The EU’s €750 billion recovery fund won’t be enough to achieve anything close to a convergence between southern and northern member states; indeed, it won’t even be enough to prevent them from drifting further apart. Since the EU’s poorer member states are already over-indebted, they can’t borrow much more, particularly if interest rates rise. Whenever inflation begins to increase again, the European Central Bank’s implicit policy of monetising member-state debt (through the unlimited purchase of government bonds from poorer countries) will have to end.
Under these conditions, the only remaining way out would be a ‘transfer union’, with richer countries like Germany increasing their own financial investments in poorer member states. Greater investments in infrastructure, digitalisation and R&D are needed not only to boost efficiency and productivity in the economically weaker member states, but also to hold the eurozone and the EU together. The road is long, however, and longer still because Europe currently lacks the instruments needed to see the journey through.

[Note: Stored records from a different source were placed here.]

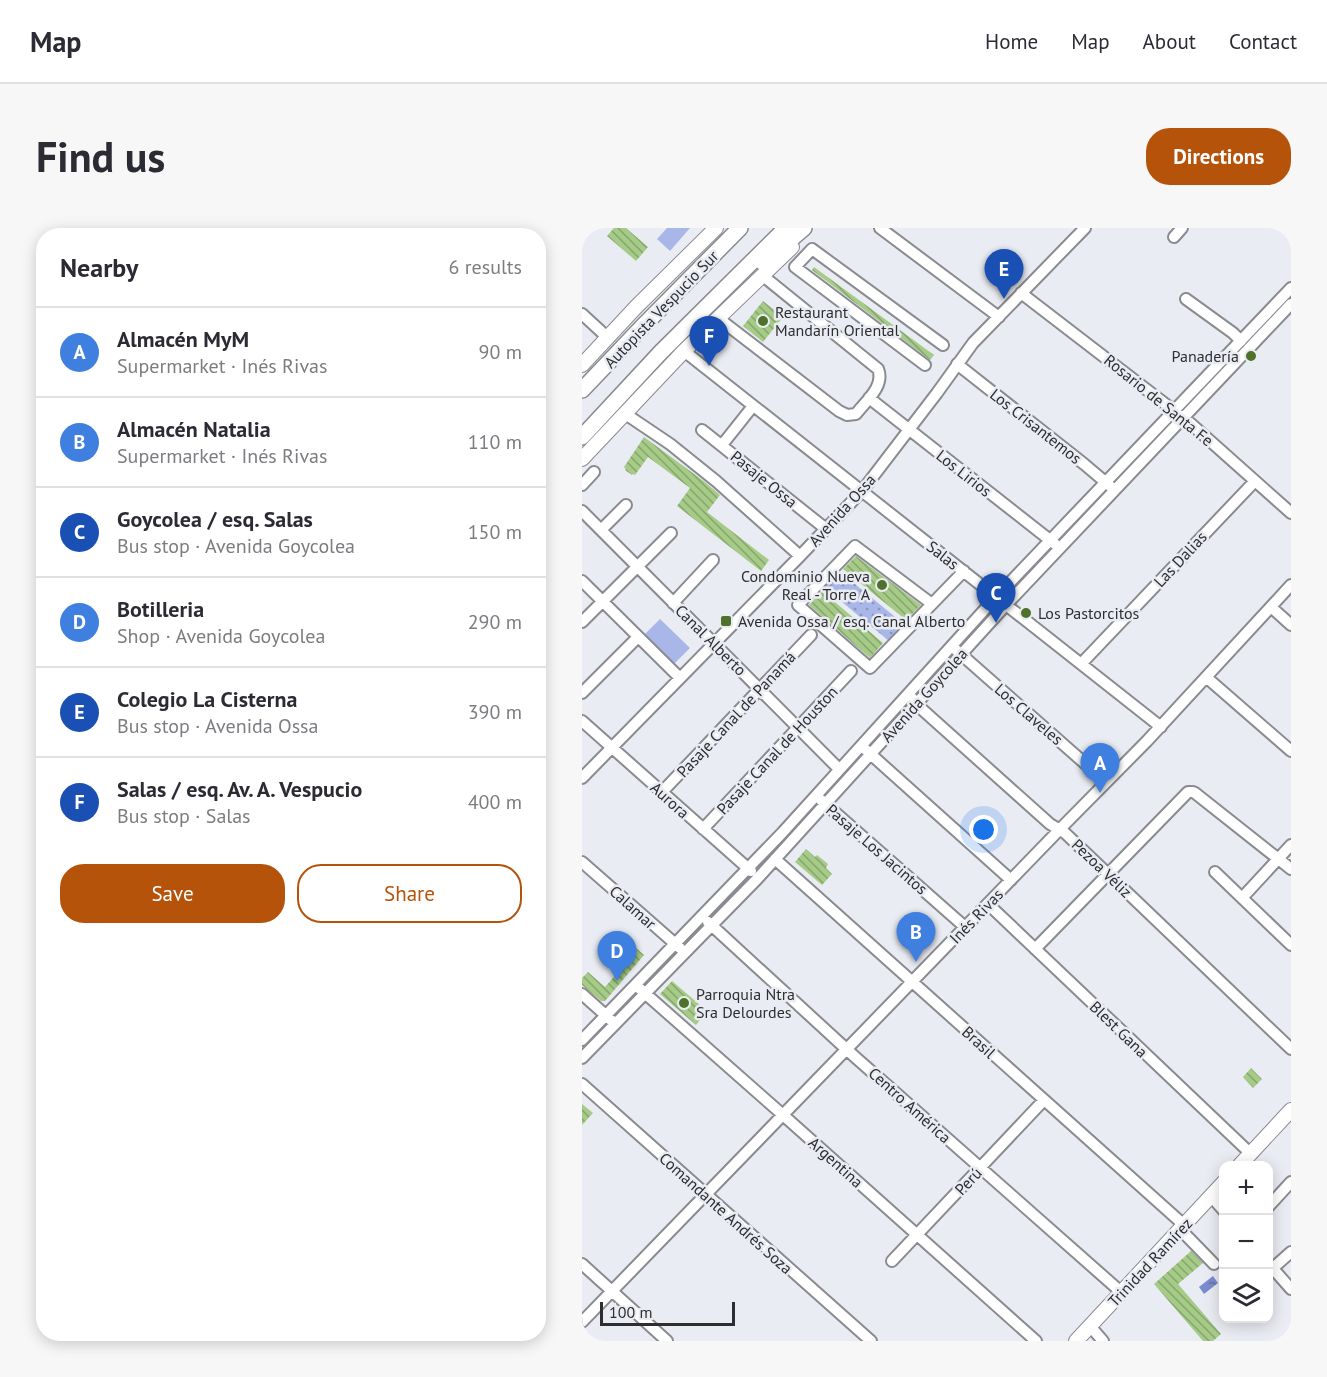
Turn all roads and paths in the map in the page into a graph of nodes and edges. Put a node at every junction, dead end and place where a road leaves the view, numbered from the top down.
1 (716, 228) edge
2 (730, 228) edge
3 (740, 228) edge
4 (786, 228) edge
5 (804, 228) edge
6 (810, 228) edge
7 (880, 228) edge
8 (1085, 228) edge
9 (1182, 228) edge
10 (1173, 237) dead end
11 (782, 257) junction
12 (795, 267) junction
13 (763, 276) junction
14 (1291, 288) edge
15 (1021, 293) junction
16 (1186, 299) dead end
17 (1291, 304) edge
18 (582, 314) edge
19 (999, 317) junction
20 (718, 318) junction
21 (644, 325) junction
22 (607, 337) junction
23 (1241, 340) junction
24 (943, 345) dead end
25 (684, 351) junction
26 (661, 352) junction
27 (957, 364) junction
28 (582, 365) edge
29 (925, 365) dead end
30 (582, 390) edge
31 (869, 398) junction
32 (753, 406) junction
33 (624, 413) junction
34 (1179, 414) junction
35 (702, 430) dead end
36 (909, 430) junction
37 (582, 437) edge
38 (722, 445) junction
39 (582, 459) edge
40 (594, 472) dead end
41 (1255, 481) junction
42 (582, 485) edge
43 (1110, 487) junction
44 (861, 491) junction
45 (626, 505) dead end
46 (582, 511) edge
47 (1291, 513) edge
48 (826, 529) junction
49 (601, 531) junction
50 (671, 533) dead end
51 (1055, 544) junction
52 (800, 556) junction
53 (713, 560) dead end
54 (638, 567) junction
55 (963, 571) junction
56 (582, 581) edge
57 (1291, 585) edge
58 (996, 597) junction
59 (603, 602) junction
60 (673, 603) junction
61 (932, 604) junction
62 (1006, 605) junction
63 (1271, 607) junction
64 (582, 622) edge
65 (1291, 625) edge
66 (811, 635) dead end
67 (638, 637) junction
68 (714, 644) junction
69 (951, 646) junction
70 (961, 654) junction
71 (1081, 664) junction
72 (850, 671) dead end
73 (1206, 677) junction
74 (680, 678) junction
75 (759, 689) junction
76 (582, 693) edge
77 (909, 693) junction
78 (916, 704) junction
79 (582, 722) edge
80 (1161, 727) junction
81 (798, 728) junction
82 (860, 746) junction
83 (611, 747) junction
84 (1291, 751) edge
85 (870, 754) junction
86 (839, 769) junction
87 (582, 778) edge
88 (1106, 782) junction
89 (662, 792) junction
90 (816, 795) junction
91 (825, 804) junction
92 (703, 829) junction
93 (1059, 830) junction
94 (1291, 845) edge
95 (775, 859) junction
96 (1278, 859) junction
97 (582, 862) edge
98 (747, 868) junction
99 (1291, 869) edge
100 (1215, 872) dead end
101 (1108, 874) junction
102 (758, 878) junction
103 (1011, 880) junction
104 (1242, 898) junction
105 (988, 904) junction
106 (702, 915) junction
107 (711, 925) junction
108 (965, 927) junction
109 (674, 944) junction
110 (1291, 945) edge
111 (1035, 949) junction
112 (684, 952) junction
113 (912, 982) junction
114 (635, 985) junction
115 (645, 993) junction
116 (582, 994) edge
117 (606, 1015) junction
118 (615, 1024) junction
119 (582, 1040) edge
120 (847, 1049) junction
121 (1291, 1049) edge
122 (582, 1058) edge
123 (582, 1084) edge
124 (1044, 1100) junction
125 (1290, 1113) edge
126 (783, 1115) junction
127 (1250, 1153) junction
128 (1243, 1161) edge
129 (980, 1167) junction
130 (1291, 1182) edge
131 (1219, 1187) edge
132 (706, 1195) junction
133 (1211, 1196) junction
134 (1273, 1202) edge
135 (1219, 1205) edge
136 (1182, 1227) junction
137 (917, 1234) junction
138 (1291, 1252) edge
139 (892, 1261) dead end
140 (582, 1264) edge
141 (1214, 1264) dead end
142 (1273, 1265) edge
143 (1273, 1268) edge
144 (1291, 1289) edge
145 (612, 1291) junction
146 (1121, 1292) junction
147 (582, 1322) edge
148 (1090, 1326) junction
149 (667, 1341) edge
150 (871, 1341) edge
151 (1036, 1341) edge
152 (1076, 1341) edge
153 (1103, 1341) edge

1 - 22 main road
2 - 21 highway
3 - 21 highway, Autopista Vespucio Sur
4 - 26 highway, Autopista Vespucio Sur
5 - 26 highway
6 - 11 main road
7 - 19 street
8 - 15 street, Avenida Ossa
9 - 10 street
11 - 12 street
11 - 13 main road
12 - 24 street
12 - 29 street
13 - 20 main road
13 - 31 street
14 - 23 street, Avenida Goycolea
15 - 19 street, Avenida Ossa
15 - 34 street, Rosario de Santa Fe
16 - 23 street
17 - 34 street, Avenida Goycolea
18 - 22 street
19 - 27 street, Avenida Ossa
20 - 25 main road
20 - 31 street
21 - 30 highway, Autopista Vespucio Sur
22 - 28 main road
23 - 34 street, Avenida Goycolea
25 - 32 street, Salas
25 - 33 main road
26 - 37 highway, Autopista Vespucio Sur
27 - 36 street, Avenida Ossa
27 - 43 street, Los Crisantemos
31 - 36 street, Los Lirios
32 - 38 street
32 - 44 street, Salas
33 - 39 main road
33 - 52 street
34 - 41 street, Rosario de Santa Fe
34 - 43 street, Avenida Goycolea
35 - 38 street, Pasaje Ossa
36 - 44 street, Avenida Ossa
36 - 51 street, Los Lirios
38 - 48 street, Pasaje Ossa
40 - 42 street
41 - 47 street, Rosario de Santa Fe
41 - 71 street, Las Dalias
43 - 51 street, Avenida Goycolea
44 - 48 street, Avenida Ossa
44 - 55 street, Salas
45 - 49 street
46 - 49 street, Canal Alberto
48 - 52 street, Avenida Ossa
49 - 54 street, Canal Alberto
50 - 54 street
51 - 58 street, Avenida Goycolea
51 - 62 street, Avenida Goycolea
52 - 68 street, Avenida Ossa
53 - 60 street
54 - 59 street
54 - 60 street, Canal Alberto
55 - 58 street, Salas
55 - 61 street
56 - 59 street
57 - 63 street, Inés Rivas
58 - 62 street, Salas
58 - 69 street, Avenida Goycolea
59 - 64 street
59 - 67 street
60 - 68 street, Canal Alberto
61 - 61 street
62 - 70 street, Avenida Goycolea
62 - 71 street, Salas
63 - 65 street
63 - 73 street, Inés Rivas
66 - 75 street, Pasaje Canal de Panamá
67 - 74 street
67 - 76 street
68 - 74 street, Avenida Ossa
68 - 75 street, Canal Alberto
69 - 70 street, Los Claveles
69 - 77 street, Avenida Goycolea
70 - 78 street, Avenida Goycolea
70 - 88 street, Los Claveles
71 - 80 street, Salas
72 - 81 street, Pasaje Canal de Houston
73 - 80 street, Inés Rivas
73 - 84 street
74 - 83 street, Avenida Ossa
75 - 81 street, Canal Alberto
75 - 89 street, Pasaje Canal de Panamá
77 - 78 street, Pezoa Véliz
77 - 82 street, Avenida Goycolea
78 - 85 street, Avenida Goycolea
78 - 93 street, Pezoa Véliz
79 - 83 street, Aurora
80 - 88 street, Inés Rivas
81 - 86 street, Canal Alberto
81 - 92 street, Pasaje Canal de Houston
82 - 85 street
82 - 86 street, Avenida Goycolea
83 - 87 street, Avenida Ossa
83 - 89 street, Aurora
85 - 91 street, Avenida Goycolea
85 - 103 street
86 - 90 street, Avenida Goycolea
88 - 93 street, Inés Rivas
89 - 92 street, Aurora
90 - 91 street, Pasaje Los Jacintos
90 - 98 street, Avenida Goycolea
91 - 95 street, Avenida Goycolea
91 - 108 street, Pasaje Los Jacintos
92 - 98 street, Aurora
93 - 101 street, Pezoa Véliz
93 - 103 street, Inés Rivas
94 - 96 street
95 - 102 street, Avenida Goycolea
95 - 113 street, Brasil
96 - 99 street
96 - 101 street
96 - 104 street
97 - 109 street, Calamar
98 - 102 street, Aurora
98 - 106 street, Avenida Goycolea
100 - 104 street
101 - 111 street
101 - 121 street, Pezoa Véliz
102 - 107 street, Avenida Goycolea
103 - 105 street, Inés Rivas
104 - 110 street
105 - 108 street, Inés Rivas
105 - 111 street, Blest Gana
106 - 107 street, Centro América
106 - 109 street, Avenida Goycolea
107 - 112 street, Avenida Goycolea
107 - 120 street, Centro América
108 - 113 street, Inés Rivas
109 - 112 street, Calamar
109 - 114 street, Avenida Goycolea
111 - 127 street, Blest Gana
112 - 115 street, Avenida Goycolea
113 - 120 street, Inés Rivas
113 - 124 street, Brasil
114 - 115 street, Argentina
114 - 117 street, Avenida Goycolea
115 - 118 street, Avenida Goycolea
115 - 126 street, Argentina
116 - 117 street
117 - 118 street
117 - 119 street, Avenida Goycolea
118 - 122 street, Avenida Goycolea
120 - 126 street, Inés Rivas
120 - 129 street, Centro América
123 - 132 street, Comandante Andrés Soza
124 - 129 street, Perú
124 - 136 street, Brasil
125 - 127 main road
126 - 132 street, Inés Rivas
126 - 137 street, Argentina
127 - 128 main road
129 - 137 street, Perú
129 - 146 street, Centro América
130 - 134 street
131 - 133 main road, Trinidad Ramírez
132 - 145 street, Inés Rivas
132 - 150 street, Comandante Andrés Soza
133 - 135 street
133 - 136 main road, Trinidad Ramírez
136 - 141 street, Brasil
136 - 146 main road, Trinidad Ramírez
137 - 139 street, Perú
137 - 151 street, Argentina
138 - 142 street
140 - 145 street
143 - 144 street
145 - 147 street, Inés Rivas
145 - 149 street
146 - 148 main road, Trinidad Ramírez
148 - 152 main road, Trinidad Ramírez
148 - 153 street

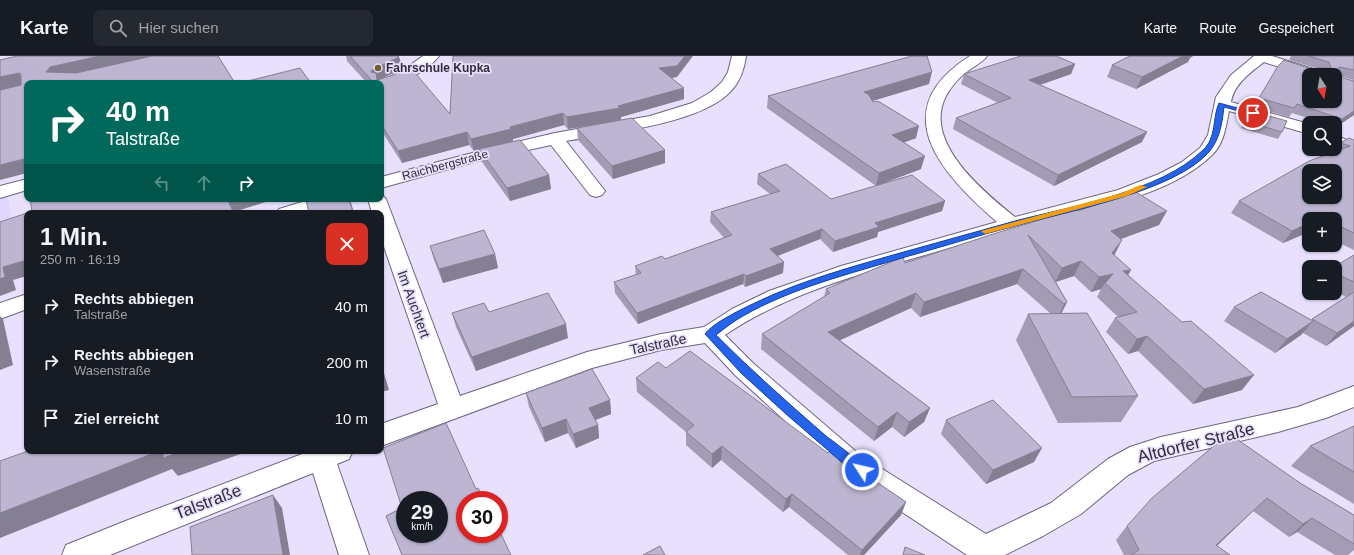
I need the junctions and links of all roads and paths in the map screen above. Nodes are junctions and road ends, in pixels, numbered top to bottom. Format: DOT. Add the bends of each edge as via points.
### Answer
graph roads {
  1 [pos="432,56"];
  2 [pos="739,56"];
  3 [pos="980,56"];
  4 [pos="1262,56"];
  5 [pos="1302,70"];
  6 [pos="384,85"];
  7 [pos="1222,104"];
  8 [pos="1302,127"];
  9 [pos="556,138"];
  10 [pos="1342,143"];
  11 [pos="1354,149"];
  12 [pos="384,182"];
  13 [pos="24,185"];
  14 [pos="596,191"];
  15 [pos="0,192"];
  16 [pos="321,202"];
  17 [pos="296,210"];
  18 [pos="384,219"];
  19 [pos="1011,224"];
  20 [pos="24,302"];
  21 [pos="0,311"];
  22 [pos="710,334"];
  23 [pos="1348,406"];
  24 [pos="452,409"];
  25 [pos="384,434"];
  26 [pos="1222,435"];
  27 [pos="1247,452"];
  28 [pos="331,454"];
  29 [pos="986,553"];
  30 [pos="77,555"];
  31 [pos="354,555"];
  1 -- 6 [label="street" via="404,76"];
  2 -- 9 [label="street, Raichbergstraße" via="738,70 730,83 701,105 659,119"];
  3 -- 19 [label="street" via="953,76 937,97 932,115 935,134 943,155 961,180"];
  4 -- 5 [label="street"];
  4 -- 7 [label="street, Talstraße" via="1238,76"];
  7 -- 8 [label="street"];
  7 -- 19 [label="street, Talstraße" via="1216,135 1206,151 1188,166 1125,194"];
  9 -- 12 [label="street, Raichbergstraße" via="503,149"];
  9 -- 14 [label="street"];
  10 -- 11 [label="street"];
  13 -- 15 [label="street"];
  16 -- 17 [label="street"];
  18 -- 24 [label="street, Im Auchtert"];
  19 -- 22 [label="street, Talstraße" via="848,271 777,296 740,314"];
  20 -- 21 [label="street"];
  22 -- 24 [label="street, Talstraße" via="661,342 587,361"];
  22 -- 29 [label="street" via="745,370 850,462"];
  23 -- 26 [label="street, Altdorfer Straße"];
  24 -- 25 [label="street, Talstraße"];
  26 -- 27 [label="street"];
  26 -- 29 [label="street, Altdorfer Straße" via="1138,455 1115,468 1061,512"];
  28 -- 30 [label="street, Talstraße"];
  28 -- 31 [label="street"];
}
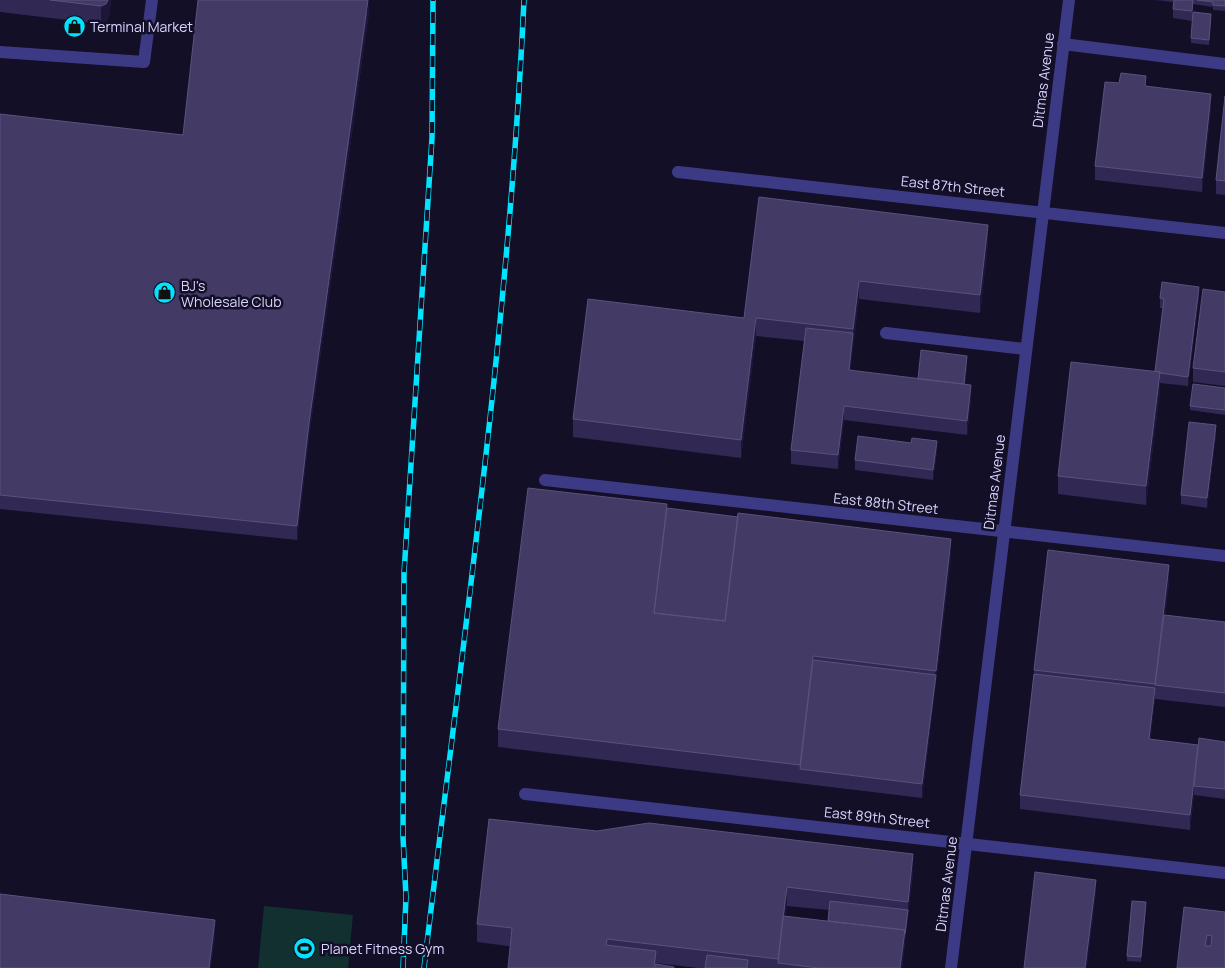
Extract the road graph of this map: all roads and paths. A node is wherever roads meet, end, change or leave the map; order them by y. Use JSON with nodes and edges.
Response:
{"nodes":[{"id":1,"x":152,"y":0,"type":"edge"},
{"id":2,"x":1069,"y":0,"type":"edge"},
{"id":3,"x":1063,"y":44,"type":"junction"},
{"id":4,"x":0,"y":52,"type":"edge"},
{"id":5,"x":1225,"y":64,"type":"edge"},
{"id":6,"x":678,"y":172,"type":"dead end"},
{"id":7,"x":1042,"y":211,"type":"junction"},
{"id":8,"x":1225,"y":233,"type":"edge"},
{"id":9,"x":886,"y":333,"type":"dead end"},
{"id":10,"x":1025,"y":348,"type":"junction"},
{"id":11,"x":544,"y":480,"type":"dead end"},
{"id":12,"x":1004,"y":531,"type":"junction"},
{"id":13,"x":1225,"y":556,"type":"edge"},
{"id":14,"x":525,"y":794,"type":"dead end"},
{"id":15,"x":966,"y":842,"type":"junction"},
{"id":16,"x":1225,"y":873,"type":"edge"},
{"id":17,"x":951,"y":968,"type":"edge"}],
"edges":[{"from":1,"to":4,"type":"street"},
{"from":2,"to":3,"type":"street","name":"Ditmas Avenue"},
{"from":3,"to":5,"type":"street"},
{"from":3,"to":7,"type":"street","name":"Ditmas Avenue"},
{"from":6,"to":7,"type":"street","name":"East 87th Street"},
{"from":7,"to":8,"type":"street","name":"East 87th Street"},
{"from":7,"to":10,"type":"street","name":"Ditmas Avenue"},
{"from":9,"to":10,"type":"street"},
{"from":10,"to":12,"type":"street","name":"Ditmas Avenue"},
{"from":11,"to":12,"type":"street","name":"East 88th Street"},
{"from":12,"to":13,"type":"street","name":"East 88th Street"},
{"from":12,"to":15,"type":"street","name":"Ditmas Avenue"},
{"from":14,"to":15,"type":"street","name":"East 89th Street"},
{"from":15,"to":16,"type":"street","name":"East 89th Street"},
{"from":15,"to":17,"type":"street","name":"Ditmas Avenue"}]}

From the perspective of German fiscal policy, investing in a more economically and socially stable Europe would offer enormous returns. Yes, the prevailing view in Germany is that the country already puts more into Europe than it ‘gets out’. But that is nonsense. As an export champion with a massive, persistent trade surplus, Germany, by definition, receives more than it pays out.
Instead of creating the impression that Germany is dependent on the Chinese export market, German leaders should make clear that the country’s real dependence is on the European market. Germany’s exports to other EU member states account for over 50% of its total exports, whereas China and the US each account for only about 10%.
In the long run, Germany will do only as well as its European neighbours. The sooner we recognise that, the better off we’ll be. Biden’s credo about fixing things at home applies to us, too. We must show that our own democratically constituted societies are better than the autocratic alternatives. Otherwise, the normative idea of the West will continue to lose its lustre.